Neutral Machine Translation is the Next Big Thing!
It’s been almost nine years since Koehn et al. published Moses: Open Source Toolkit for Statistical Machine Translation1 in 2007, which fundamentally changed the way machine translation (MT) was done. But this was not the first fundamental shift in MT, and it looks like it won’t to be the last. To ensure our clients receive world-class levels of innovation in the area of language technology, we are working with what we are pretty sure will be the next big thing in MT. More about that to follow, but first a little context about how MT has evolved.
Brief History of MT
The field of MT began in earnest in the 1950s, first with bilingual dictionaries that permitted only word-by-word translation. Translations by this method are seldom fluent. They are easily tripped up by polysemous words which are words with more than one meaning like “bank” or “Java,” and are often very difficult to understand by someone who doesn’t know what the intended meaning is beforehand.
From this beginning, the Next Big Thing was the introduction of rule-based machine translation (RBMT). First there was direct RBMT, which used basic rules on top of the bilingual dictionaries. Those helped with word order problems, but still didn’t address the other problems. Next, we saw the introduction of transfer RBMT, which added more rules to deal with morphology and syntax to address those problems. These systems can give performance that is quite good, but because of the richness of language, the systems are often incomplete in vocabulary coverage, syntactic coverage, or both. RBMT is also expensive because it requires humans (linguists) to write all the rules and maintain the dictionaries that the systems use. Still, due in part to the high cost of computing resources, RBMT dominated the field between 2000 and 2010. There are still companies that offer good RBMT solutions today, often hybrid solutions combining RBMT with SMT.
Statistical Machine Translation (SMT)
Thanks to increased computing power at a lower cost and some pioneering research from IBM around 1990, work on statistical machine translation (SMT) began to take off in the late-1990’s and early-2000’s. In 2007, Moses was earmarked as the next big thing in MT; however, it wasn’t until 2010–2012 that it became the foundation upon which nearly every commercial SMT system was based. SMT shifted the focus from linguists writing rules to acquiring aligned corpora, which are required to train SMT systems. SMT has limitations as well. Language pairs that have different word order are particularly tricky and unless you have vast amounts of computing resources, modeling long-term dependencies between words or phrases is nearly impossible.
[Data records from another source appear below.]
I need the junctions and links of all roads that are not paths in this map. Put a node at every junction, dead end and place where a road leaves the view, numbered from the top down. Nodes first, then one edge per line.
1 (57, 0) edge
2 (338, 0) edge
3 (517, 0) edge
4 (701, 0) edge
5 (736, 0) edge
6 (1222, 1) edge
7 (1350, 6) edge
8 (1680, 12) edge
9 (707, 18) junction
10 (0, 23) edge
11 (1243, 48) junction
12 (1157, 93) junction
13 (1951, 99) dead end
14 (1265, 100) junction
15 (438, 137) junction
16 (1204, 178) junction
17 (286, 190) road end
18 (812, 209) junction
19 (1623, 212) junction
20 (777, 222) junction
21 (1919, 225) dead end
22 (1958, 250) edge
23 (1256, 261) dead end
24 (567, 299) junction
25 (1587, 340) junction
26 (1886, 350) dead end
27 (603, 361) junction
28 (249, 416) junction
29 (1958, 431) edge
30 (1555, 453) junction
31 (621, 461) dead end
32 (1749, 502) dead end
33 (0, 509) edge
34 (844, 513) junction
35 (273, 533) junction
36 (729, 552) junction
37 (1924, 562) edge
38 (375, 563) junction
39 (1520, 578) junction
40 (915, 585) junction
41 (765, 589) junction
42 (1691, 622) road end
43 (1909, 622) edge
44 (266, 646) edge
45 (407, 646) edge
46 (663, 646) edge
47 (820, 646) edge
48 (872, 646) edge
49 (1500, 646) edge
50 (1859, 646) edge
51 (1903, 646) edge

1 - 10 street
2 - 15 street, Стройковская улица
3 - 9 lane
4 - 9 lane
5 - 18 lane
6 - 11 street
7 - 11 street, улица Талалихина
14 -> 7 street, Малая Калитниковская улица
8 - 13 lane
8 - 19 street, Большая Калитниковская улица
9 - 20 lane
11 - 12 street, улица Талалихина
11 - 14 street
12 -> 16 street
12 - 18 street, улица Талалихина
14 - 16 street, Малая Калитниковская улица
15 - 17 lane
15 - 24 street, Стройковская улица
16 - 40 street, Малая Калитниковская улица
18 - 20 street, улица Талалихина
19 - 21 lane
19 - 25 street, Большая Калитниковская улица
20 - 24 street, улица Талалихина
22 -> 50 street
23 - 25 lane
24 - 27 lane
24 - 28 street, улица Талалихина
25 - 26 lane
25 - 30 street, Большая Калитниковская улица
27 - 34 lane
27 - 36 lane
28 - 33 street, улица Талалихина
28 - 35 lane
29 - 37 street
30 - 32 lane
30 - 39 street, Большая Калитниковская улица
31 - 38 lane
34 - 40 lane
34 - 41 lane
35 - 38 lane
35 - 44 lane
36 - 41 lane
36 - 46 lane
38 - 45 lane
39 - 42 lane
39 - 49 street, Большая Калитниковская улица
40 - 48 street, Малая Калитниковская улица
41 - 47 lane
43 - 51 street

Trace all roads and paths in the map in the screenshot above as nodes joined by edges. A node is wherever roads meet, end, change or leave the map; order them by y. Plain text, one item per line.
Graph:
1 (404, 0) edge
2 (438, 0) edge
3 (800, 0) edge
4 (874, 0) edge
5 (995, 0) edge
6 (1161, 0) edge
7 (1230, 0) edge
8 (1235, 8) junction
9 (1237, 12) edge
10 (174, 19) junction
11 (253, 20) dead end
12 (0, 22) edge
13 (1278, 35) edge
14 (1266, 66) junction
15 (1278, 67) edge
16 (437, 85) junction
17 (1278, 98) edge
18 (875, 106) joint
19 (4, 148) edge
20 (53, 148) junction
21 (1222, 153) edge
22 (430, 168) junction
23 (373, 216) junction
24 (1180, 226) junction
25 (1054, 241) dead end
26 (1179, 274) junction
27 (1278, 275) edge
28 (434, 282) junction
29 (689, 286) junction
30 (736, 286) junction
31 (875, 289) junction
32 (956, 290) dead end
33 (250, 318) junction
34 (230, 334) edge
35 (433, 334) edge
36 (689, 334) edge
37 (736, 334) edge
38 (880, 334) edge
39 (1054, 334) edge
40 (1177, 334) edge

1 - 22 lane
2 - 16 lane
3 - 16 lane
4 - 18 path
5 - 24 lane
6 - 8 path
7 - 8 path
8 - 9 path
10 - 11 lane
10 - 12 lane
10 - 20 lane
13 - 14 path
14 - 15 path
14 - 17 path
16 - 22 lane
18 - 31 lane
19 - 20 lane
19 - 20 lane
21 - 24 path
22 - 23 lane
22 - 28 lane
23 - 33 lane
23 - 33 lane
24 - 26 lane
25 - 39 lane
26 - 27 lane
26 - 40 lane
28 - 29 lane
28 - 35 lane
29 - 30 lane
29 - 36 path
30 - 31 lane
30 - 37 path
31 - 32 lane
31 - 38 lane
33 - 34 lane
There have been incremental improvements to SMT over the past several years, including SMT using hierarchical models, and the introduction of linguistic meta-data for grammar-informed models. Nothing has come along that had such a huge impact as the jump from word-by-word to RBMT, or from RBMT to SMT, until now.
Neural Machine Translation (NMT)
Over the past two years, researchers have been working on using sequence-to-sequence mapping with artificial neural networks to develop what’s being called neural machine translation (NMT). Essentially, they use recurrent neural networks to build a system that learns to map a whole sentence from source to target all at once, instead of word-by-word, phrase-by-phrase, or n-gram-by-n-gram. This eliminates the problems of long-term dependencies and word-ordering, because the system learns whole sentences at once. Indeed, some researchers are looking at extending beyond the limitations of the sentence to whole paragraphs or even documents. Document-level translation would theoretically eliminate our need for aligned files and allow us to train on transcreated material, which is unthinkable in any system available today.
NMT has shortcomings as well. Neural networks require a lot of training data, on the order of one million sentence pairs, and there’s currently no good solution to translating rare or unseen words and out of vocabulary (OOV) words. There have been a few proposals on how to address this problem, nothing firm yet. At Welocalize, we’re actively pursuing ideas of our own on how to fix the OOV problem for client data and we’re also working on how to overcome the amount of client data necessary to train a good NMT system.
The other major shift is that in order to train large neural networks efficiently, this requires a different set of hardware. SMT requires a lot of memory to store phrase tables and training can be “parallelized” to work better on CPUs with multiple cores. NMT on the other hand requires high-end GPUs (yes, video cards) for training. We’ve invested in the infrastructure necessary to do the work and we’re working hard to get this exciting new technology ready for our clients to use. Our early results with a variety of domain-specific data sets are very promising.
We’re not alone in our excitement. Many talks and posters at MT conferences are dedicated to advancement and progress in NMT. Google and Microsoft are both working on ways to use NMT in their translation products, with a special interest in how NMT can significantly improve fluency in translation between Asian and European languages. Watch this space in the weeks and months to come for updates on our progress with this exciting technology.